Exports Keep Rekluse on the Road to Success

“Demand for our products tends to be seasonal; however, since different parts of the world experience seasons at different times, exports allow us to stay busy and retain our employees year-round.”

Rekluse was founded in Boise, Idaho around 2002 when local dirt bike enthusiast, Al Youngwerth, came up with the idea for a more reliable clutch.  Today, the company builds innovative, high-performance clutches for dirt bikes, adventure bikes, Harley Davidson motorcycles, and ATVs at a state-of-the-art production facility in Boise.

Rekluse Marketing & International Sales Manager, Alison Kelsey says the company has been selling overseas since it opened in 2002, but that growth was mainly unplanned. “We sold into 34 countries but we had never had someone dedicated to building a distributor network. A lot of what I did the first two years involved laying the groundwork with distributors so we would be good partners.”

Among the first decisions she made as export manager was to enroll in a mentoring program created by the Idaho District Export Council (DEC) called Export Excellence (known nationally as ExporTech). The program matched newcomers like Kelsey with a DEC “Coach” who was a veteran exporter. Kelsey’s coach was Gerd Uitdewilligen, Director of International Sales with PakSense (now Emerson), a temperature-monitoring system used by shippers. The program also tapped the brainpower of international business school students at Kelsey’s alma mater, Boise State, who provided customized market research.

Over a three-month period, Kelsey met regularly with her coach and students and focused on writing a business plan to expand exports.

“In general, my advice to Alison was to pick one market and try to do it well; don’t try to be everything to everybody,” recalls the Dutch-born professional. “And, make sure all your agreements with distributors are written down.”

Uitdewilligen oversaw the student research efforts, which identified Germany, France, and Italy as top candidates for the investment of attention and resources, based on demographics and recreation trends.

Unlike many business plans, this one was implemented. On Uitdewilligen’s recommendations, Kelsey connected with the Idaho Department of Commerce and received $18,000 in STEP funding that helped finance a pair of overseas marketing missions. The first was to Europe, culminating in a new agreement between Rekluse and a distributor in France, and what Kelsey calls “strengthened relationships” with the company’s other European partners. Kelsey also traveled to South America to research Brazil and Chile’s market potential.

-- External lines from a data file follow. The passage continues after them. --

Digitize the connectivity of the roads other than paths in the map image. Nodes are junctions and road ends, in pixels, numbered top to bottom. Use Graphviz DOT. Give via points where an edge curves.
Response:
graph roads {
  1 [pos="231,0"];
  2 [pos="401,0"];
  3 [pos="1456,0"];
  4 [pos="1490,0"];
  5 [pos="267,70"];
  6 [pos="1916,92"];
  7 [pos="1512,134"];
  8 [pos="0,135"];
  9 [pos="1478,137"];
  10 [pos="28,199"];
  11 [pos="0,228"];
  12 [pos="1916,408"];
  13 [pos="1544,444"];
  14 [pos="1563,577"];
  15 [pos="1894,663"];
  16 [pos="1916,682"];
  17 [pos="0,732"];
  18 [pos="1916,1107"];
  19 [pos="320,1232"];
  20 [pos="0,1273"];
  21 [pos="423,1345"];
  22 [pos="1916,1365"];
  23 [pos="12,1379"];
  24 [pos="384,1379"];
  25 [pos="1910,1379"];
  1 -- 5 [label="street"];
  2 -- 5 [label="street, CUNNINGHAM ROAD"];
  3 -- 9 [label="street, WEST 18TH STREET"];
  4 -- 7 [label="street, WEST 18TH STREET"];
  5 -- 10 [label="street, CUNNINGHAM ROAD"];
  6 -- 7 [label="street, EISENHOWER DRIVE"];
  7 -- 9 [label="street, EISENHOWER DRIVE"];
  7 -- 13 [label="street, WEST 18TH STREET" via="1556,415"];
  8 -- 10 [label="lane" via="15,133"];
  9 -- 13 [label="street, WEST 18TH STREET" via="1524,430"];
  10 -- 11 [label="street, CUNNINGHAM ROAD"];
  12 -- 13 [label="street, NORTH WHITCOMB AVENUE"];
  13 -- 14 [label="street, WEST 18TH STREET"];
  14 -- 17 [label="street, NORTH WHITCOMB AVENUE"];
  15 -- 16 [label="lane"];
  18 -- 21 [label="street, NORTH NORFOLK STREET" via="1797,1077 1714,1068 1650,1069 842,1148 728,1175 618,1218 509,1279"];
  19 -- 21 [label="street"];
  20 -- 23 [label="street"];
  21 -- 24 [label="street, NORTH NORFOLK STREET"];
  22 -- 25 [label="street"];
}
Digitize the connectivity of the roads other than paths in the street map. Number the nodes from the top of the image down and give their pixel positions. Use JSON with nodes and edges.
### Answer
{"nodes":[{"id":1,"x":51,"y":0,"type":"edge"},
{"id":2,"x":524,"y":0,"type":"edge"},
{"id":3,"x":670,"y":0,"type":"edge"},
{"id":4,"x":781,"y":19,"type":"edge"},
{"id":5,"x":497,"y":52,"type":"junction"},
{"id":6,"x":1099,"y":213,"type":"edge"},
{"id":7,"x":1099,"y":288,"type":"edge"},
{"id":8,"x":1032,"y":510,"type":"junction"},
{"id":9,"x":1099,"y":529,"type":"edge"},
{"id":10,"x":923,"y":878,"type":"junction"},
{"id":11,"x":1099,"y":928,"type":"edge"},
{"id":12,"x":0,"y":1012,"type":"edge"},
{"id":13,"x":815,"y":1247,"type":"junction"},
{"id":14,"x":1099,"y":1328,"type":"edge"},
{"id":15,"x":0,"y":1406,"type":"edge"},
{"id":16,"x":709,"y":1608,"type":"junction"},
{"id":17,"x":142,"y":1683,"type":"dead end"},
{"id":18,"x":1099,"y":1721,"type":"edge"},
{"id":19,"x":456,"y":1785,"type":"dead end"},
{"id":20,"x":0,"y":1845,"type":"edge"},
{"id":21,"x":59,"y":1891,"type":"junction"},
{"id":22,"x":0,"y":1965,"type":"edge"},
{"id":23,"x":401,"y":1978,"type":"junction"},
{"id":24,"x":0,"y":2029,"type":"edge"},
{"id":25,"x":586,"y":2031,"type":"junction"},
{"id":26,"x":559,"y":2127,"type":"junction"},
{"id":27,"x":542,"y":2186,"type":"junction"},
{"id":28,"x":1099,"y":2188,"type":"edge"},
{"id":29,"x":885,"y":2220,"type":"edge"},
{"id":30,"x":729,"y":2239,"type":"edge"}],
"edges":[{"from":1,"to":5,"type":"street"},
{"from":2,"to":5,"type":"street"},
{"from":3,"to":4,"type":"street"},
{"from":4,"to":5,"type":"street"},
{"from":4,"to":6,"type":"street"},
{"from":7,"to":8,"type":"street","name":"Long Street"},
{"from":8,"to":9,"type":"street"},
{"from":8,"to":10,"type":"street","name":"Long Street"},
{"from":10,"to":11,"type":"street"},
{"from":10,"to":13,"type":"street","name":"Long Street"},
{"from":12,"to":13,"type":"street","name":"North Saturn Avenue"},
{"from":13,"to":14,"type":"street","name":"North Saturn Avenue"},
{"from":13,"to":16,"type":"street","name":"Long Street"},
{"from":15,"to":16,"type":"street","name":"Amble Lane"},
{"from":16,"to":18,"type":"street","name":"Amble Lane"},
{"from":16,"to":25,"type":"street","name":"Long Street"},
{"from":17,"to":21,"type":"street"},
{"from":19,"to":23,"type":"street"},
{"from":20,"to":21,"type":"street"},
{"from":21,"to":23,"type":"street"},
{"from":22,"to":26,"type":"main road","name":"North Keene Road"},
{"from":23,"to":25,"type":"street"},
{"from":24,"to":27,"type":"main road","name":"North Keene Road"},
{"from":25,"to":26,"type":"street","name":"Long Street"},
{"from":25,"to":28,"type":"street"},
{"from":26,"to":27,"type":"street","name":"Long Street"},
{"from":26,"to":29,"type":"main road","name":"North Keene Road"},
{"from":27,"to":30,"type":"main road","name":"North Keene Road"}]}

During the first year of implementing the new plan, Rekluse’s export footprint rose to 42 countries from 34, and exports increased to 27 percent of company sales. International sales rose 52 percent—a surge that helped the company earn SBA’s National Exporter of the Year designation. Rekluse received the President’s “E” Award for Exports at a ceremony in Washington, D.C.

DEC Chair, Alison Kelsey. left, presents a certificate of completion to ExporTech participants.

Kelsey decided to pay it forward. She joined the DEC and mentored others as an Export Excellence Coach. Over the years, Kelsey advanced professionally at Rekluse and at the DEC where she served for several years as the organization’s Chair.